* [Exercise objective]: Reproduce all entries verbatim, with nothing added or dropped.

* [The data]:
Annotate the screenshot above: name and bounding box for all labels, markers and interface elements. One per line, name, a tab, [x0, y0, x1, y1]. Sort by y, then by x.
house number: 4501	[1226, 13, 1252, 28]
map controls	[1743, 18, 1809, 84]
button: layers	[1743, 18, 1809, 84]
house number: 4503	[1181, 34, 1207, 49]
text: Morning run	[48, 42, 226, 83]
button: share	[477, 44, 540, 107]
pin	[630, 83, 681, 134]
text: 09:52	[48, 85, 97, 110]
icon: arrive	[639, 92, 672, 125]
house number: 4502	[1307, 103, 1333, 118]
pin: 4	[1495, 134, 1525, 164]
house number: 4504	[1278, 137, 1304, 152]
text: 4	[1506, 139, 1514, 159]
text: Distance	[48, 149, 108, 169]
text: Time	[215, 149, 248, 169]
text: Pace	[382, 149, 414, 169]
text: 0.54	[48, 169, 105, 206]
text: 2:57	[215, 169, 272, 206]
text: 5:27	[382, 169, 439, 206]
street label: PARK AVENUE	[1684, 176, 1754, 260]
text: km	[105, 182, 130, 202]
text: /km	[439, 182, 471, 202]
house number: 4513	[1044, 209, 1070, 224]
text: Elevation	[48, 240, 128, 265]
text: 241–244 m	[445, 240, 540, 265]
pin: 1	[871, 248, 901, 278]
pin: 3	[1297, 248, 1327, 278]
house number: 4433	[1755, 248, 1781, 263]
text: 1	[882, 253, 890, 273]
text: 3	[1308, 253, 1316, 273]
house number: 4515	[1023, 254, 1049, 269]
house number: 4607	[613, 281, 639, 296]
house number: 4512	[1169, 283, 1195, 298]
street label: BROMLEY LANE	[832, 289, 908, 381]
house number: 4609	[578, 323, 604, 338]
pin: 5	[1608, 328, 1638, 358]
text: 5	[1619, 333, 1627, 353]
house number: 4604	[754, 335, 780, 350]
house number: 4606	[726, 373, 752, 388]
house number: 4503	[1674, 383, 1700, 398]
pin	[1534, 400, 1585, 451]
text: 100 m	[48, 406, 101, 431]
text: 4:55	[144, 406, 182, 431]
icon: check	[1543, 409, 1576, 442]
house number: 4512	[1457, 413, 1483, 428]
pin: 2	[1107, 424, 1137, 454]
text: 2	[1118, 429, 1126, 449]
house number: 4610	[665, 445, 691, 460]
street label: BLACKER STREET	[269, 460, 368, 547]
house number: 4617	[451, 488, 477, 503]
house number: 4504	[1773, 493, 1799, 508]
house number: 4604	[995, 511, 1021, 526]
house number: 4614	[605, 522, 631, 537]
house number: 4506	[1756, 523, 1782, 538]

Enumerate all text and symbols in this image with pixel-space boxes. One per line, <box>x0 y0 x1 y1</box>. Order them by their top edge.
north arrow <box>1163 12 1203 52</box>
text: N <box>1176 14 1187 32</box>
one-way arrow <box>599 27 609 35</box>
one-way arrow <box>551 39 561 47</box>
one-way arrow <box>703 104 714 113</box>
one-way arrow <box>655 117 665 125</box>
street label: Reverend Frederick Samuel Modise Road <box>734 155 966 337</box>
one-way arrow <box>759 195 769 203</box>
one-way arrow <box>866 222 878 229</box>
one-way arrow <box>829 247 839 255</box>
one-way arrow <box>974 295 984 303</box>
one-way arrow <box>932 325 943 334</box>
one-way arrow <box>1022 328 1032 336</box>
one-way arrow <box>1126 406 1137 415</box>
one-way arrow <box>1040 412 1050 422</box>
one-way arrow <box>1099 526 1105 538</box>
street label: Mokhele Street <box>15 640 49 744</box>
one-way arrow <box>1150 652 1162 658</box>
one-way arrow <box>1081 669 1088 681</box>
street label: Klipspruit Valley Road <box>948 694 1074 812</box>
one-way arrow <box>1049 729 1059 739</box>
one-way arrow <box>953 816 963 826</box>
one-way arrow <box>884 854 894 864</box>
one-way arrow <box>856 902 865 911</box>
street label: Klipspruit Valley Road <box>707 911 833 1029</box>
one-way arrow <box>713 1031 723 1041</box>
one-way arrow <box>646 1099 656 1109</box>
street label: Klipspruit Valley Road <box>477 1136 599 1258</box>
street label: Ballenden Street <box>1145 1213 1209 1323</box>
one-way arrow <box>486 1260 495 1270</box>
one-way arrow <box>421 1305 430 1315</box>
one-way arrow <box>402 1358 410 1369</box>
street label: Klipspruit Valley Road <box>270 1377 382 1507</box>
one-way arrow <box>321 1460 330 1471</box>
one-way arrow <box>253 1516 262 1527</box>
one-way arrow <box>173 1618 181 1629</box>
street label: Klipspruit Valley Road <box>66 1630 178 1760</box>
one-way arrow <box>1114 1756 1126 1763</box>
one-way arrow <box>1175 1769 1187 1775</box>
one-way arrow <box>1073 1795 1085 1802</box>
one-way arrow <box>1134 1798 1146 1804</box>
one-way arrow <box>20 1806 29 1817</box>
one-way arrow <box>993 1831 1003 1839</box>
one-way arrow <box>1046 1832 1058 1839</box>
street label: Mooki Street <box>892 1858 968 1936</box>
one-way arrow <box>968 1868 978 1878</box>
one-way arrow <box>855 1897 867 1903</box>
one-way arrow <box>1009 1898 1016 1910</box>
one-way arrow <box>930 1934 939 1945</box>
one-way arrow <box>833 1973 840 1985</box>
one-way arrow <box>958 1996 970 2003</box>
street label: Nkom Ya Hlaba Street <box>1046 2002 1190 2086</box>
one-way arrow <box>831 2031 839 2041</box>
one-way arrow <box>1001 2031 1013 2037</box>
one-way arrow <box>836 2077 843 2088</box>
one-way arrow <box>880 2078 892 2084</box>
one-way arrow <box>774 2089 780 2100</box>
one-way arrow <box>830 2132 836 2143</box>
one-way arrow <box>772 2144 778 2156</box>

* [Solution]:
Annotate the screenshot above: name and bounding box for all labels, markers and interface elements. One per line, name, a tab, [x0, y0, x1, y1]. Sort by y, then by x.
house number: 4501	[1226, 13, 1252, 28]
map controls	[1743, 18, 1809, 84]
button: layers	[1743, 18, 1809, 84]
house number: 4503	[1181, 34, 1207, 49]
text: Morning run	[48, 42, 226, 83]
button: share	[477, 44, 540, 107]
pin	[630, 83, 681, 134]
text: 09:52	[48, 85, 97, 110]
icon: arrive	[639, 92, 672, 125]
house number: 4502	[1307, 103, 1333, 118]
pin: 4	[1495, 134, 1525, 164]
house number: 4504	[1278, 137, 1304, 152]
text: 4	[1506, 139, 1514, 159]
text: Distance	[48, 149, 108, 169]
text: Time	[215, 149, 248, 169]
text: Pace	[382, 149, 414, 169]
text: 0.54	[48, 169, 105, 206]
text: 2:57	[215, 169, 272, 206]
text: 5:27	[382, 169, 439, 206]
street label: PARK AVENUE	[1684, 176, 1754, 260]
text: km	[105, 182, 130, 202]
text: /km	[439, 182, 471, 202]
house number: 4513	[1044, 209, 1070, 224]
text: Elevation	[48, 240, 128, 265]
text: 241–244 m	[445, 240, 540, 265]
pin: 1	[871, 248, 901, 278]
pin: 3	[1297, 248, 1327, 278]
house number: 4433	[1755, 248, 1781, 263]
text: 1	[882, 253, 890, 273]
text: 3	[1308, 253, 1316, 273]
house number: 4515	[1023, 254, 1049, 269]
house number: 4607	[613, 281, 639, 296]
house number: 4512	[1169, 283, 1195, 298]
street label: BROMLEY LANE	[832, 289, 908, 381]
house number: 4609	[578, 323, 604, 338]
pin: 5	[1608, 328, 1638, 358]
text: 5	[1619, 333, 1627, 353]
house number: 4604	[754, 335, 780, 350]
house number: 4606	[726, 373, 752, 388]
house number: 4503	[1674, 383, 1700, 398]
pin	[1534, 400, 1585, 451]
text: 100 m	[48, 406, 101, 431]
text: 4:55	[144, 406, 182, 431]
icon: check	[1543, 409, 1576, 442]
house number: 4512	[1457, 413, 1483, 428]
pin: 2	[1107, 424, 1137, 454]
text: 2	[1118, 429, 1126, 449]
house number: 4610	[665, 445, 691, 460]
street label: BLACKER STREET	[269, 460, 368, 547]
house number: 4617	[451, 488, 477, 503]
house number: 4504	[1773, 493, 1799, 508]
house number: 4604	[995, 511, 1021, 526]
house number: 4614	[605, 522, 631, 537]
house number: 4506	[1756, 523, 1782, 538]

Enumerate all text and symbols in this image with pixel-space boxes. One per line, <box>x0 y0 x1 y1</box>. Order them by their top edge.
north arrow <box>1163 12 1203 52</box>
text: N <box>1176 14 1187 32</box>
one-way arrow <box>599 27 609 35</box>
one-way arrow <box>551 39 561 47</box>
one-way arrow <box>703 104 714 113</box>
one-way arrow <box>655 117 665 125</box>
street label: Reverend Frederick Samuel Modise Road <box>734 155 966 337</box>
one-way arrow <box>759 195 769 203</box>
one-way arrow <box>866 222 878 229</box>
one-way arrow <box>829 247 839 255</box>
one-way arrow <box>974 295 984 303</box>
one-way arrow <box>932 325 943 334</box>
one-way arrow <box>1022 328 1032 336</box>
one-way arrow <box>1126 406 1137 415</box>
one-way arrow <box>1040 412 1050 422</box>
one-way arrow <box>1099 526 1105 538</box>
street label: Mokhele Street <box>15 640 49 744</box>
one-way arrow <box>1150 652 1162 658</box>
one-way arrow <box>1081 669 1088 681</box>
street label: Klipspruit Valley Road <box>948 694 1074 812</box>
one-way arrow <box>1049 729 1059 739</box>
one-way arrow <box>953 816 963 826</box>
one-way arrow <box>884 854 894 864</box>
one-way arrow <box>856 902 865 911</box>
street label: Klipspruit Valley Road <box>707 911 833 1029</box>
one-way arrow <box>713 1031 723 1041</box>
one-way arrow <box>646 1099 656 1109</box>
street label: Klipspruit Valley Road <box>477 1136 599 1258</box>
street label: Ballenden Street <box>1145 1213 1209 1323</box>
one-way arrow <box>486 1260 495 1270</box>
one-way arrow <box>421 1305 430 1315</box>
one-way arrow <box>402 1358 410 1369</box>
street label: Klipspruit Valley Road <box>270 1377 382 1507</box>
one-way arrow <box>321 1460 330 1471</box>
one-way arrow <box>253 1516 262 1527</box>
one-way arrow <box>173 1618 181 1629</box>
street label: Klipspruit Valley Road <box>66 1630 178 1760</box>
one-way arrow <box>1114 1756 1126 1763</box>
one-way arrow <box>1175 1769 1187 1775</box>
one-way arrow <box>1073 1795 1085 1802</box>
one-way arrow <box>1134 1798 1146 1804</box>
one-way arrow <box>20 1806 29 1817</box>
one-way arrow <box>993 1831 1003 1839</box>
one-way arrow <box>1046 1832 1058 1839</box>
street label: Mooki Street <box>892 1858 968 1936</box>
one-way arrow <box>968 1868 978 1878</box>
one-way arrow <box>855 1897 867 1903</box>
one-way arrow <box>1009 1898 1016 1910</box>
one-way arrow <box>930 1934 939 1945</box>
one-way arrow <box>833 1973 840 1985</box>
one-way arrow <box>958 1996 970 2003</box>
street label: Nkom Ya Hlaba Street <box>1046 2002 1190 2086</box>
one-way arrow <box>831 2031 839 2041</box>
one-way arrow <box>1001 2031 1013 2037</box>
one-way arrow <box>836 2077 843 2088</box>
one-way arrow <box>880 2078 892 2084</box>
one-way arrow <box>774 2089 780 2100</box>
one-way arrow <box>830 2132 836 2143</box>
one-way arrow <box>772 2144 778 2156</box>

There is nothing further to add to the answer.